À Lorient (0-0), Vito Mannone dégage le ballon loin devant. Balerdi est alors pressé par Bamba Dieng qui le connaît bien, mais la distance qui sépare les deux hommes lui permet d’agir comme il le souhaite. Plutôt que de mettre la tête avec conviction pour assurer un renvoi dans le camp adverse, l’Argentin tentera un geste difficile au pied avec beaucoup de passivité et se manquera… Ce qui offrira une transition sans vis-à-vis à Romain Faivre, déjà lancé.

Lors de la réception d’Ajaccio (1-2), il est cette fois responsabilisé à la relance et l’idée de fracturer le bloc adverse pour trouver Dimitri Payet est bonne. Mais la passe sera beaucoup trop puissante, à mi-hauteur, impossible à maîtriser.

Rebelote à Toulouse (2-3), où l’idée est une nouvelle fois cohérente. Balerdi est seul pour relancer, le bloc adverse est médian et compact, Sánchez peut attaquer l’espace sans être hors jeu… Mais la passe du défenseur sera bien trop longue et finira dans les bras du gardien violet sans que le Chilien ne puisse espérer un instant l’attraper.

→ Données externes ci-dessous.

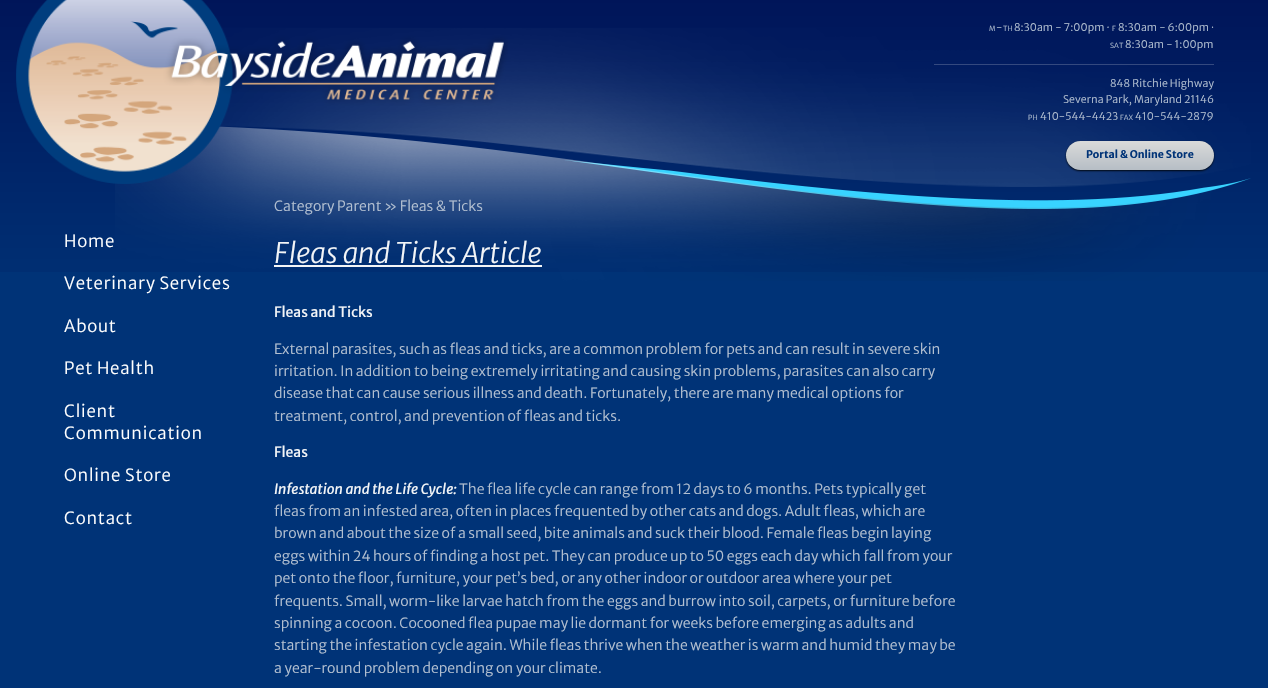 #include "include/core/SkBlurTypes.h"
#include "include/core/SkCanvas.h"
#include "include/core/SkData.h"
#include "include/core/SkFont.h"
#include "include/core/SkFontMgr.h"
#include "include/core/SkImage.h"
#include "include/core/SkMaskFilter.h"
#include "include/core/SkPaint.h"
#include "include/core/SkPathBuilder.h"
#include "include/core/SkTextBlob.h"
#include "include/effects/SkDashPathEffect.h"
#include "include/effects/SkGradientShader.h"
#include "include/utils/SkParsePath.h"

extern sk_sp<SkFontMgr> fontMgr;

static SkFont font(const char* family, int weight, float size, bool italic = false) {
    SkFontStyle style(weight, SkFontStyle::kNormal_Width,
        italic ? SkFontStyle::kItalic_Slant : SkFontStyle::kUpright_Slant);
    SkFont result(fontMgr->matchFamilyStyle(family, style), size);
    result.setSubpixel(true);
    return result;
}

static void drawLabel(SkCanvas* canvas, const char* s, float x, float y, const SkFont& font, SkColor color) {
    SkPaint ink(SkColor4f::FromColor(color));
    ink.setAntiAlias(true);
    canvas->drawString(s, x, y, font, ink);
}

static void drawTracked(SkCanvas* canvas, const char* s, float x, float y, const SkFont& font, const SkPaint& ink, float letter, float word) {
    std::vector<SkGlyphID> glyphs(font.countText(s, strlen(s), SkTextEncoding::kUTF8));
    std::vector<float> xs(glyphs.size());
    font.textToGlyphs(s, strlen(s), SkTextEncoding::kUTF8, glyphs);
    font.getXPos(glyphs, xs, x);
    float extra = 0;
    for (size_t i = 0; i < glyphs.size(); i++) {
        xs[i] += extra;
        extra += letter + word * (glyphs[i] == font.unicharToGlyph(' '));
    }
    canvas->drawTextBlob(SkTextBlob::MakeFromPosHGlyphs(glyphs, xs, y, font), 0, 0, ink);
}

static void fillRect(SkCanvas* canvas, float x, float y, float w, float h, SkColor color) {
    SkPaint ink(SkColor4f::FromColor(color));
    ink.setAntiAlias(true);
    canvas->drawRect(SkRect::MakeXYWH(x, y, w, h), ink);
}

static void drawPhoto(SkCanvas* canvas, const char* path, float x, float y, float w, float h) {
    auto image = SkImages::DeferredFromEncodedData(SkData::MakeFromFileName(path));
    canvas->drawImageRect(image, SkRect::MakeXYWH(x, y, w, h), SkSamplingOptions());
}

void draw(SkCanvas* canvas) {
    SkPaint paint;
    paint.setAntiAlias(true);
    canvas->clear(0xFF003377);
    drawPhoto(canvas, "assets/img1.png", 0, 0, 1268, 272);
    drawPhoto(canvas, "assets/img2.png", 115, 28, 1136, 253);
    drawPhoto(canvas, "assets/img3.png", 16, 0, 492, 184);
    fillRect(canvas, 934, 64, 280, 1, 0xFF34497F);
    SkFont font1 = font("Merriweather Sans", 300, 7);
    paint.setColor(0xFFB3C0D1);
    drawTracked(canvas, "M", 989, 31, font1, paint, 0.1f, 0);
    SkFont font2 = font("Merriweather Sans", 300, 10.5f);
    drawTracked(canvas, "-", 996, 31, font2, paint, 0.1f, 0);
    drawTracked(canvas, "TH", 1003, 31, font1, paint, 0.1f, 0);
    drawTracked(canvas, "8:30am - 7:00pm ·", 1014, 31, font2, paint, 0.1f, 0);
    drawTracked(canvas, "F", 1112, 31, font1, paint, 0.1f, 0);
    drawTracked(canvas, "8:30am - 6:00pm ·", 1118, 31, font2, paint, 0.1f, 0);
    drawTracked(canvas, "SAT", 1110, 48, font1, paint, 0.1f, 0);
    drawTracked(canvas, "8:30am - 1:00pm", 1125, 48, font2, paint, 0.1f, 0);
    drawTracked(canvas, "848 Ritchie Highway", 1110, 87, font2, paint, 0.1f, 0);
    drawTracked(canvas, "Severna Park, Maryland 21146", 1063, 103, font2, paint, 0.1f, 0);
    drawTracked(canvas, "PH", 1028, 120, font1, paint, 0.1f, 0);
    drawTracked(canvas, "410-544-4423", 1040, 120, font2, paint, 0.1f, 0);
    drawTracked(canvas, "FAX", 1120, 120, font1, paint, 0.1f, 0);
    drawTracked(canvas, "410-544-2879", 1135, 120, font2, paint, 0.1f, 0);
    paint.setColor(0xFF000711);
    paint.setMaskFilter(SkMaskFilter::MakeBlur(kNormal_SkBlurStyle, 1));
    canvas->drawRoundRect(SkRect::MakeXYWH(1066, 142, 148, 29), 14.5f, 14.5f, paint);
    paint.setMaskFilter(nullptr);
    {
        const SkColor colors[] = {0xFFDADADA, 0xFFB6BDC5};
        const float stops[] = {0, 1};
        const SkPoint ends[] = {{1140, 141}, {1140, 170}};
        paint.setShader(SkGradientShader::MakeLinear(ends, colors, stops, 2, SkTileMode::kClamp));
        paint.setAlpha(255);
    }
    canvas->drawRoundRect(SkRect::MakeXYWH(1066, 141, 148, 29), 14.5f, 14.5f, paint);
    SkFont font3 = font("Merriweather Sans", 700, 10.5f);
    drawLabel(canvas, "Portal & Online Store", 1086, 158, font3, 0xFF003377);
    SkFont font4 = font("Merriweather Sans", 300, 16.75f);
    paint.setShader(nullptr);
    paint.setColor(0xFFFFFFFF);
    drawTracked(canvas, "Home", 64, 247, font4, paint, 0.8f, 0);
    drawTracked(canvas, "Veterinary Services", 64, 289, font4, paint, 0.8f, 0);
    drawTracked(canvas, "About", 64, 332, font4, paint, 0.8f, 0);
    drawTracked(canvas, "Pet Health", 64, 374, font4, paint, 0.8f, 0);
    drawTracked(canvas, "Client", 64, 417, font4, paint, 0.8f, 0);
    drawTracked(canvas, "Communication", 64, 439, font4, paint, 0.8f, 0);
    drawTracked(canvas, "Online Store", 64, 481, font4, paint, 0.8f, 0);
    drawTracked(canvas, "Contact", 64, 524, font4, paint, 0.8f, 0);
    SkFont font5 = font("Merriweather Sans", 300, 14);
    drawLabel(canvas, "Category Parent » Fleas & Ticks", 274, 211, font5, 0xFFB3C0D1);
    SkFont font6 = font("Merriweather Sans", 300, 28, true);
    drawLabel(canvas, "Fleas and Ticks Article", 274, 263, font6, 0xFFF3F5F7);
    fillRect(canvas, 274, 265, 268, 2, 0xFFF3F5F7);
    SkFont font7 = font("Merriweather Sans", 400, 14);
    drawLabel(canvas, "Fleas and Ticks", 274, 317, font7, 0xFFF3F5F7);
    drawLabel(canvas, "External parasites, such as fleas and ticks, are a common problem for pets and can result in severe skin", 274, 354, font5, 0xFFB3C0D1);
    drawLabel(canvas, "irritation. In addition to being extremely irritating and causing skin problems, parasites can also carry", 274, 376, font5, 0xFFB3C0D1);
    drawLabel(canvas, "disease that can cause serious illness and death. Fortunately, there are many medical options for", 274, 398, font5, 0xFFB3C0D1);
    drawLabel(canvas, "treatment, control, and prevention of fleas and ticks.", 274, 421, font5, 0xFFB3C0D1);
    drawLabel(canvas, "Fleas", 274, 457, font7, 0xFFF3F5F7);
    SkFont font8 = font("Merriweather Sans", 400, 14, true);
    drawLabel(canvas, "Infestation and the Life Cycle:", 274, 494, font8, 0xFFF3F5F7);
    drawLabel(canvas, "The flea life cycle can range from 12 days to 6 months. Pets typically get", 459, 494, font5, 0xFFB3C0D1);
    drawLabel(canvas, "fleas from an infested area, often in places frequented by other cats and dogs. Adult fleas, which are", 274, 516, font5, 0xFFB3C0D1);
    drawLabel(canvas, "brown and about the size of a small seed, bite animals and suck their blood. Female fleas begin laying", 274, 538, font5, 0xFFB3C0D1);
    drawLabel(canvas, "eggs within 24 hours of finding a host pet. They can produce up to 50 eggs each day which fall from your", 274, 561, font5, 0xFFB3C0D1);
    drawLabel(canvas, "pet onto the floor, furniture, your pet’s bed, or any other indoor or outdoor area where your pet", 274, 583, font5, 0xFFB3C0D1);
    drawLabel(canvas, "frequents. Small, worm-like larvae hatch from the eggs and burrow into soil, carpets, or furniture before", 274, 606, font5, 0xFFB3C0D1);
    drawLabel(canvas, "spinning a cocoon. Cocooned flea pupae may lie dormant for weeks before emerging as adults and", 274, 628, font5, 0xFFB3C0D1);
    drawLabel(canvas, "starting the infestation cycle again. While fleas thrive when the weather is warm and humid they may be", 274, 650, font5, 0xFFB3C0D1);
    drawLabel(canvas, "a year-round problem depending on your climate.", 274, 673, font5, 0xFFB3C0D1);
}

La lumière au bout du tunnel

Titulaire 26 fois sur les 33 matchs de Ligue 1, Leonardo Balerdi est le défenseur marseillais qui totalise le plus de minutes (2248) derrière Chancel Mbemba (2487). Apprécié par Lionel Scaloni, Igor Tudor et André Villas-Boas qui l’avait rapatrié de Dortmund en 2020 avec l’aide d’un Pablo Longoria qui l’avait déjà dans le viseur à Valence, l’Argentin est un joueur qui enchante plus souvent ses dirigeants que ses supporters. Toutefois, si de tels cerveaux tombent sous le charme du défenseur, il est évident que de nombreuses raisons valables existent. La première semble se trouver dans sa capacité à défendre verticalement. Après la victoire à Lyon (1-2), Igor Tudor avait d’ailleurs confirmé cette observation : « Balerdi, je l’ai choisi pour des raisons techniques. En étudiant le jeu de Lyon, j’ai pensé que c’était la meilleure option. » Missionné pour sortir dans le dos de Rayan Cherki et empêcher le jeune maître à jouer rhodanien de se retourner, l’Argentin avait été en réussite. D’autant plus à l’aise pour défendre dans l’autre sens, Balerdi est un excellent défenseur de couverture.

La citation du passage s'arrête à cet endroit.